The Master Node and Worker Nodes work together in a Kubernetes cluster to automate the deployment, scaling, and operations of application containers. The Master Node makes decisions about the cluster, while the Worker Nodes execute those decisions and run the application containers.


3. Additional Components:

-CoreDNS: Provides DNS services to the Kubernetes cluster, enabling pods to locate each other by name.

-Dashboard (optional): A web-based Kubernetes user interface.


Different types of control manager in Kubernetes architecture?

In Kubernetes, the Controller Manager is a component of the Master Node (Control Plane) that runs various controller processes. These controllers are background threads that handle the state of the cluster, such as ensuring the correct number of pods are running for a given deployment or managing the state of other resources. 
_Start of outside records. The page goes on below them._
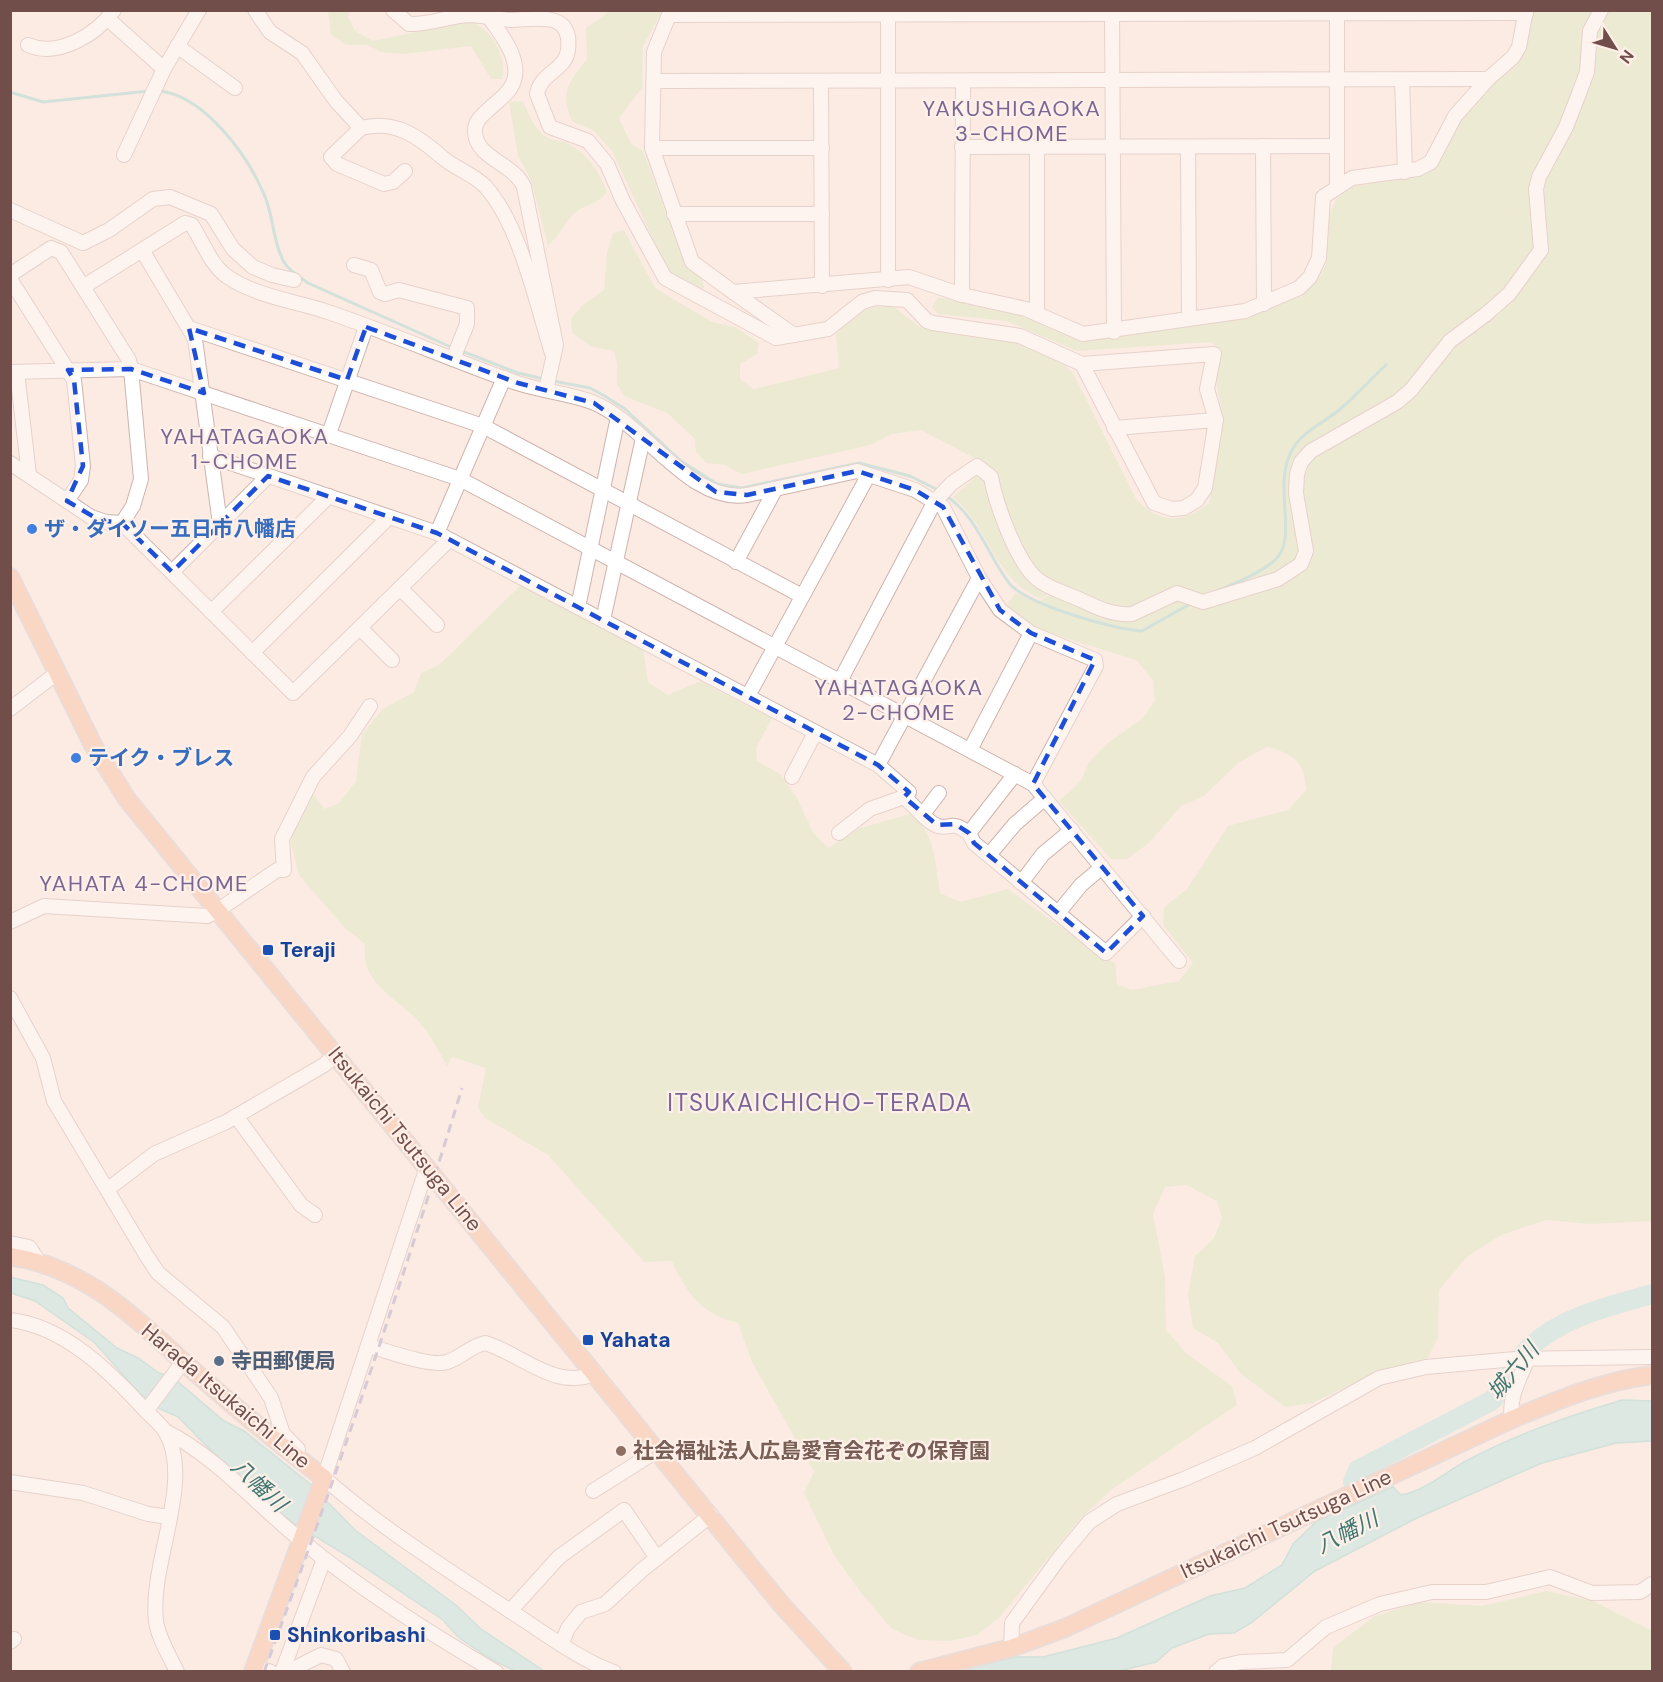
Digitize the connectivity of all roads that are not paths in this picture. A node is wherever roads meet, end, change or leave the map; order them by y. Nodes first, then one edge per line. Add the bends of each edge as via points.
1 (199, 10) edge
2 (255, 10) edge
3 (393, 10) edge
4 (1601, 10) edge
5 (1112, 12) edge
6 (1337, 12) edge
7 (1526, 12) edge
8 (671, 13) edge
9 (888, 13) edge
10 (486, 14) edge
11 (111, 15) edge
12 (28, 45) dead end
13 (177, 46) junction
14 (164, 69) junction
15 (1488, 79) junction
16 (1112, 80) junction
17 (1337, 80) junction
18 (1402, 80) junction
19 (654, 81) junction
20 (821, 81) junction
21 (888, 81) junction
22 (963, 81) junction
23 (235, 88) dead end
24 (361, 128) junction
25 (1263, 146) junction
26 (1336, 146) junction
27 (963, 147) junction
28 (1037, 147) junction
29 (1113, 147) junction
30 (1188, 147) junction
31 (652, 148) junction
32 (822, 148) junction
33 (124, 155) dead end
34 (405, 171) dead end
35 (1405, 172) junction
36 (1337, 187) junction
37 (10, 210) edge
38 (674, 214) junction
39 (822, 214) junction
40 (88, 241) junction
41 (51, 248) junction
42 (142, 250) junction
43 (354, 265) dead end
44 (10, 277) edge
45 (294, 280) dead end
46 (888, 280) junction
47 (822, 286) junction
48 (83, 287) junction
49 (733, 292) junction
50 (962, 295) junction
51 (1264, 304) junction
52 (1037, 314) junction
53 (1189, 317) junction
54 (366, 327) junction
55 (189, 328) junction
56 (1114, 332) junction
57 (794, 335) junction
58 (455, 353) junction
59 (553, 356) junction
60 (1082, 363) junction
61 (131, 369) junction
62 (68, 370) junction
63 (14, 372) edge
64 (504, 378) junction
65 (347, 380) junction
66 (547, 383) junction
67 (204, 393) junction
68 (618, 417) junction
69 (1216, 420) junction
70 (483, 426) junction
71 (1114, 428) junction
72 (329, 434) junction
73 (643, 438) junction
74 (210, 456) junction
75 (10, 463) edge
76 (29, 475) junction
77 (268, 476) junction
78 (868, 476) junction
79 (460, 479) junction
80 (775, 489) junction
81 (603, 492) junction
82 (329, 496) junction
83 (67, 501) junction
84 (935, 501) junction
85 (628, 503) junction
86 (389, 516) junction
87 (122, 523) junction
88 (220, 524) junction
89 (436, 532) junction
90 (449, 540) junction
91 (589, 548) junction
92 (615, 562) junction
93 (736, 562) junction
94 (172, 572) junction
95 (10, 577) edge
96 (979, 578) junction
97 (400, 588) junction
98 (802, 596) junction
99 (18, 606) edge
100 (578, 607) junction
101 (211, 612) junction
102 (603, 620) junction
103 (437, 625) dead end
104 (360, 628) junction
105 (1031, 633) junction
106 (775, 647) junction
107 (252, 653) junction
108 (392, 660) dead end
109 (57, 673) junction
110 (840, 681) junction
111 (748, 696) junction
112 (370, 706) dead end
113 (10, 709) edge
114 (904, 715) junction
115 (815, 733) junction
116 (970, 750) junction
117 (878, 765) junction
118 (1015, 774) junction
119 (792, 777) dead end
120 (1033, 784) junction
121 (939, 793) dead end
122 (904, 797) junction
123 (1045, 798) junction
124 (923, 814) junction
125 (1072, 830) junction
126 (839, 833) dead end
127 (969, 833) junction
128 (989, 855) junction
129 (1102, 867) junction
130 (1021, 883) junction
131 (217, 911) junction
132 (1058, 913) junction
133 (1143, 916) junction
134 (10, 922) edge
135 (1179, 961) dead end
136 (10, 998) edge
137 (336, 1054) junction
138 (236, 1116) junction
139 (427, 1167) junction
140 (108, 1189) junction
141 (315, 1215) dead end
142 (10, 1243) edge
143 (10, 1256) edge
144 (39, 1262) junction
145 (10, 1320) edge
146 (369, 1346) junction
147 (1653, 1357) edge
148 (1523, 1359) junction
149 (182, 1364) junction
150 (595, 1373) junction
151 (1653, 1375) edge
152 (148, 1409) junction
153 (1512, 1419) junction
154 (165, 1431) junction
155 (658, 1450) junction
156 (320, 1478) junction
157 (10, 1482) edge
158 (593, 1491) dead end
159 (711, 1515) junction
160 (169, 1517) junction
161 (303, 1539) junction
162 (657, 1558) junction
163 (324, 1559) junction
164 (1653, 1584) edge
165 (510, 1611) junction
166 (562, 1643) junction
167 (1011, 1648) junction
168 (1287, 1660) junction
169 (260, 1670) edge
170 (177, 1671) edge
171 (282, 1671) edge
172 (287, 1671) edge
173 (343, 1671) edge
174 (496, 1671) edge
175 (614, 1671) edge
176 (843, 1671) edge
177 (919, 1671) edge
178 (1216, 1671) edge
179 (1297, 1671) edge

1 - 13 street
2 - 24 street via 270,32 302,53
3 - 10 street via 409,24
4 - 84 street via 1590,31 1587,72 1566,127 1539,177 1538,257 1509,294 1450,341 1411,390 1311,451 1301,462 1296,493 1306,551 1301,564 1278,579 1223,597 1203,602 1177,593 1124,615 1095,607 1037,579 1006,526 986,471 977,466
5 - 6 street
5 - 9 street
5 - 16 street
6 - 7 street
6 - 17 street
7 - 15 street via 1519,47 1508,64
8 - 9 street
8 - 19 street via 655,46
9 - 21 street
10 - 57 street via 546,18 563,27 568,42 566,59 538,89 537,99 544,117 554,131 588,141 607,164 665,278 776,338
10 - 59 street via 513,58 516,72 508,91 478,119 475,135 482,148 516,173 524,187 556,345
11 - 12 street via 78,40 62,46 43,50
11 - 14 street
13 - 14 street
13 - 23 street
14 - 33 street
15 - 18 street
15 - 35 street via 1455,116 1431,162
16 - 17 street
16 - 22 street
16 - 29 street
17 - 18 street
17 - 26 street
18 - 35 street
19 - 20 street
19 - 31 street
20 - 21 street
20 - 32 street
21 - 22 street
21 - 46 street
22 - 27 street
24 - 34 street via 333,152 333,162 384,184 393,182
24 - 59 street via 396,127 412,133 452,166 483,184 503,207 530,278
25 - 26 street
25 - 30 street
25 - 51 street
26 - 36 street
27 - 28 street
27 - 50 street
28 - 29 street
28 - 52 street
29 - 30 street
29 - 56 street
30 - 53 street
31 - 32 street
31 - 38 street
32 - 39 street
35 - 36 street via 1352,178
36 - 51 street via 1323,197 1319,258 1314,271 1299,288
37 - 40 street via 79,243
38 - 39 street
38 - 49 street via 692,262
39 - 47 street
40 - 41 street via 84,248 76,249 55,240
40 - 45 street via 153,199 170,197 211,213 233,249 252,267
41 - 44 street
41 - 48 street via 61,252
42 - 48 street
42 - 54 street via 185,223 192,225 227,277
42 - 55 street
43 - 58 street via 371,270 380,292 385,294 399,290 467,308 467,324
44 - 62 street
46 - 47 street
46 - 50 street via 909,277
47 - 49 street
48 - 61 street
49 - 57 street
50 - 52 street
51 - 53 street via 1245,311
52 - 56 street via 1083,334
53 - 56 street
54 - 58 street
54 - 65 street
55 - 65 street
55 - 67 street via 195,339
57 - 60 street via 828,329 869,299 890,297 911,302 933,323 1020,336
58 - 64 street
59 - 66 street
60 - 69 street via 1214,354 1207,395
60 - 71 street
61 - 62 street
61 - 67 street
61 - 87 street via 141,479 133,506
62 - 63 street
62 - 83 street via 74,380 84,466 78,487
63 - 76 street
64 - 66 street
64 - 70 street
65 - 70 street
65 - 72 street
66 - 68 street
67 - 72 street
67 - 74 street
68 - 73 street
68 - 81 street
69 - 71 street
69 - 71 street via 1205,488 1191,505 1179,509 1154,503
70 - 79 street
70 - 81 street
72 - 79 street
73 - 80 street via 697,482 716,492 737,497
73 - 85 street
74 - 77 street
74 - 88 street
75 - 76 street
76 - 83 street
77 - 82 street
77 - 88 street
78 - 80 street via 857,471
78 - 84 street via 915,490
78 - 98 street
79 - 89 street
79 - 91 street
80 - 93 street
81 - 85 street
81 - 91 street
82 - 86 street
82 - 101 street
83 - 87 street via 99,520
84 - 96 street via 943,507
84 - 110 street
85 - 92 street
85 - 93 street
86 - 89 street
86 - 107 street
87 - 94 street
88 - 94 street
89 - 90 street
90 - 97 street
90 - 100 street
91 - 92 street
91 - 100 street
92 - 102 street
92 - 106 street
93 - 98 street
94 - 101 street
95 - 99 main road, Itsukaichi Tsutsuga Line
96 - 105 street via 1000,610
96 - 114 street
97 - 103 street
97 - 104 street
98 - 106 street
99 - 109 main road, Itsukaichi Tsutsuga Line
100 - 102 street
101 - 107 street
102 - 111 street
104 - 107 street via 293,693
104 - 108 street
105 - 116 street
105 - 120 street via 1095,660 1096,666
106 - 110 street
106 - 111 street
109 - 113 street
109 - 131 main road, Itsukaichi Tsutsuga Line via 94,747 127,799
110 - 114 street
111 - 115 street
112 - 131 street via 308,785 282,839 284,870 277,870
114 - 116 street
114 - 117 street
115 - 117 street
115 - 119 street
116 - 118 street
117 - 122 street via 909,792
118 - 120 street
118 - 127 street
120 - 123 street
121 - 124 street
122 - 124 street
122 - 126 street via 870,809
123 - 125 street
123 - 128 street via 1014,824
124 - 127 street via 937,825 955,824
125 - 129 street
125 - 130 street via 1043,854
127 - 128 street via 974,843
128 - 130 street
129 - 132 street
129 - 133 street
130 - 132 street
131 - 134 street via 207,916 44,906
131 - 137 main road, Itsukaichi Tsutsuga Line
132 - 133 street via 1106,953
133 - 135 street
136 - 140 street via 43,1058 54,1101
137 - 138 street via 324,1065
137 - 139 main road, Itsukaichi Tsutsuga Line
138 - 140 street via 154,1154
138 - 141 street via 301,1205
139 - 146 street
139 - 150 main road, Itsukaichi Tsutsuga Line
140 - 156 street via 158,1273 209,1313 229,1335 271,1398 283,1434 312,1460
142 - 144 street via 29,1247
143 - 144 main road, Harada Itsukaichi Line
144 - 149 main road, Harada Itsukaichi Line via 79,1277 102,1291
145 - 152 street via 38,1327 67,1341
146 - 150 street via 444,1363 485,1343 564,1377 584,1379
146 - 156 street
147 - 148 street
148 - 153 street via 1510,1410
148 - 167 street via 1426,1366 1379,1378 1255,1448 1117,1504 1089,1522 1060,1557 1012,1623
149 - 152 street
149 - 156 main road, Harada Itsukaichi Line
150 - 155 main road, Itsukaichi Tsutsuga Line
151 - 153 main road, Itsukaichi Tsutsuga Line via 1626,1378 1584,1391
152 - 154 street
153 - 167 main road, Itsukaichi Tsutsuga Line via 1076,1624
154 - 160 street via 174,1463 175,1486
154 - 161 street via 188,1445
155 - 158 street
155 - 159 main road, Itsukaichi Tsutsuga Line
156 - 161 main road, Harada Itsukaichi Line
156 - 165 street via 409,1545
157 - 160 street via 83,1493
159 - 162 street
159 - 176 main road, Itsukaichi Tsutsuga Line via 781,1604
160 - 170 street via 155,1582 155,1607 158,1629
161 - 163 street
161 - 169 main road, Harada Itsukaichi Line
162 - 165 street via 624,1510 559,1557
162 - 166 street via 605,1604 581,1612
163 - 171 street
163 - 174 street via 437,1637
164 - 168 street via 1640,1592 1592,1593 1550,1576 1486,1592 1432,1592 1380,1604 1326,1627
165 - 166 street
166 - 175 street
167 - 177 main road, Itsukaichi Tsutsuga Line
168 - 178 street via 1241,1662
168 - 179 street
172 - 173 street via 321,1655 336,1659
Types of controller processes(10).

1. Node Controller

Function: Responsible for noticing and responding when nodes go down. It ensures that when nodes become unavailable, the pods running on those nodes are moved to healthy nodes.

2. Replication Controller

Function: Ensures that the specified number of pod replicas are running at any given time. If there are too many pods, it will terminate the extra ones. If there are too few, the Replication Controller will start more.

3. ReplicaSet Controller

Function: The next-generation Replication Controller that supports a more expressive pod selection criterion. It ensures that a specified number of pod replicas are running at all times.

4. Deployment Controller

Function: Manages the deployment of replicasets and provides updates to the application’s pods along with a lot of other useful functionality.

5. StatefulSet Controller

Function: Provides unique identities to pods and persistent storage across pod rescheduling, ideal for stateful applications like databases.

6. DaemonSet Controller

Function: Ensures that all (or some) nodes run a copy of a pod. As nodes are added to the cluster, pods are added to them. As nodes are removed from the cluster, those pods are garbage collected.

7. Job Controller

Function: Watches for Job objects that represent one-off tasks, then creates Pods to run those tasks to completion.

8. Endpoints Controller

Function: Populates the Endpoints object (that is, joins Services & Pods).

9. Service Account & Token Controllers

Function: Create default accounts and API access tokens for new namespaces.

10. Garbage Collector Controller

Function: Responsible for cleaning up various resources like finished Jobs, deleted Pods, and objects without owners.

These controllers are essential for the self-healing mechanism of Kubernetes, as they automatically manage the lifecycle and state of various resources within the cluster. The Kubernetes Controller Manager is designed to bundle these control loops logically, running them in a single process to simplify management operations.